En plus d'être un metteur en scène exigeant, c'est un directeur d'acteur exceptionnel, qualité qu'il tient peut-être du théâtre ou du fait d'avoir été lui-même comédien à ses débuts (puis occasionnellement). La réunion d'autres talents sur ses films ne peuvent que détoner. À ce titre, les acteurs, qui ne sont pas des moindres, livrent une interprétation d'une classe magistrale, notamment Olivia Williams, très juste et pleine d'émotion. Dans la distribution, nous pouvons remarquer que le réalisateur porte toujours cette même attention de peintre aux silhouettes et aux faciès (même s'il y a très peu d'acteurs dans The Ghost-Writer), avec par exemple le choix du très bon Eli Wallach au physique à présent vieilli (Polanski accorde une place importante aux personnes âgées dans ses films), ou de sa propre fille, Morgane Polanski, qui joue le rôle d'une jeune réceptionniste bavaroise!

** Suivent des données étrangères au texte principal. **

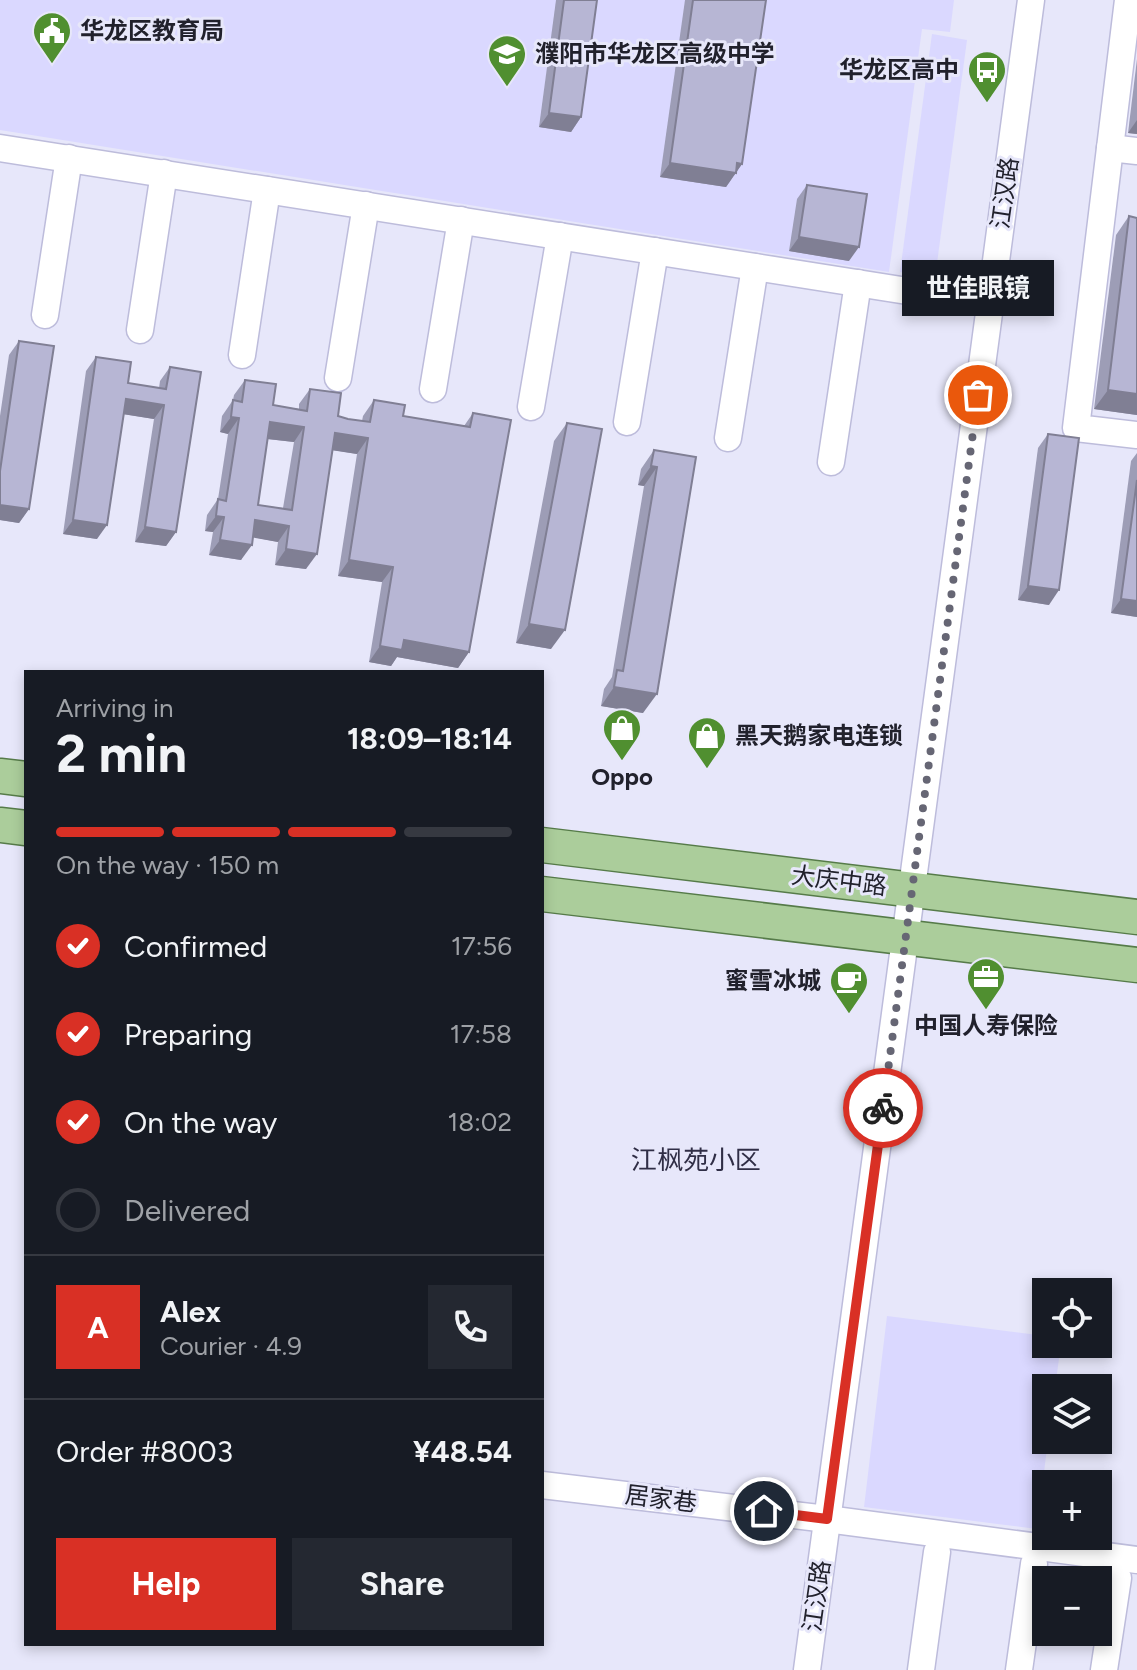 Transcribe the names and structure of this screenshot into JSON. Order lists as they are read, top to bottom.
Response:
{
  "streets": {
    "main road": ["大庆中路"],
    "street": ["江汉路", "居家巷"]
  },
  "crossings": [
    ["江汉路", "大庆中路"],
    ["江汉路", "居家巷"]
  ],
  "districts": ["江枫苑小区"],
  "places": {
    "public building": ["华龙区教育局"],
    "school or university": ["濮阳市华龙区高级中学"],
    "bus stop": ["华龙区高中"],
    "other": ["世佳眼镜"],
    "shop": ["Oppo", "黑天鹅家电连锁"],
    "office": ["中国人寿保险"],
    "cafe": ["蜜雪冰城"]
  },
  "page": {
    "bubble": "世佳眼镜",
    "heading": ["2 min", "Arriving in", "18:09–18:14"],
    "panel": [
      "Alex",
      "Courier · 4.9",
      "Order #8003",
      "¥48.54"
    ],
    "bar": "On the way · 150 m",
    "list": [
      ["Confirmed", "17:56"],
      ["Preparing", "17:58"],
      ["On the way", "18:02"],
      "Delivered"
    ],
    "map_buttons": ["+", "−"],
    "round": "A",
    "buttons": ["Help", "Share"]
  }
} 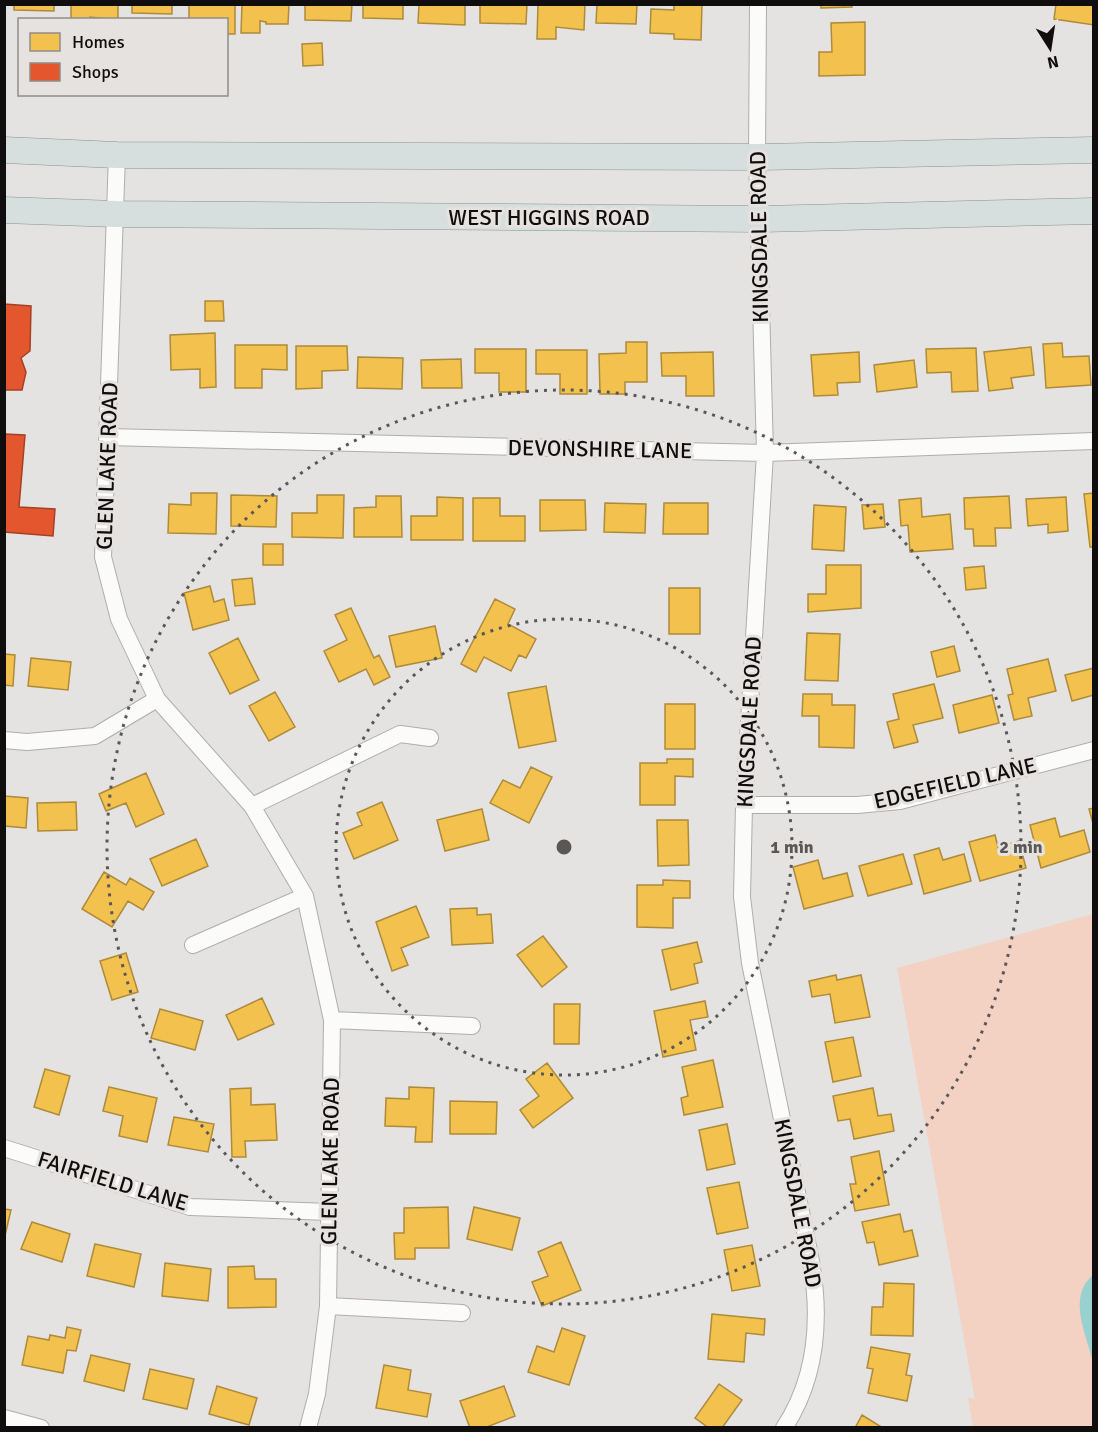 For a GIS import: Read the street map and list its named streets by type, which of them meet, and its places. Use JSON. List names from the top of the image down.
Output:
{
  "streets": {
    "main road": ["WEST HIGGINS ROAD"],
    "street": [
      "KINGSDALE ROAD",
      "DEVONSHIRE LANE",
      "GLEN LAKE ROAD",
      "EDGEFIELD LANE",
      "FAIRFIELD LANE"
    ]
  },
  "crossings": [
    ["WEST HIGGINS ROAD", "KINGSDALE ROAD"],
    ["WEST HIGGINS ROAD", "GLEN LAKE ROAD"],
    ["KINGSDALE ROAD", "DEVONSHIRE LANE"],
    ["KINGSDALE ROAD", "EDGEFIELD LANE"],
    ["DEVONSHIRE LANE", "GLEN LAKE ROAD"],
    ["GLEN LAKE ROAD", "FAIRFIELD LANE"]
  ],
  "legend": ["Homes", "Shops"],
  "north": "bottom",
  "rings": ["1 min", "2 min"]
}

Film paranoïaque et claustrophobe, The Ghost-Writer marque le retour en forme du
cinéaste le plus marqué par les aléas du XXème Siècle, aujourd'hui de nouveau dans la tourmente, mais qui continue de signer des grands films envers et contre tout. Véritable régal cinématographique, c'est par conséquent l'évènement de ce début d'année.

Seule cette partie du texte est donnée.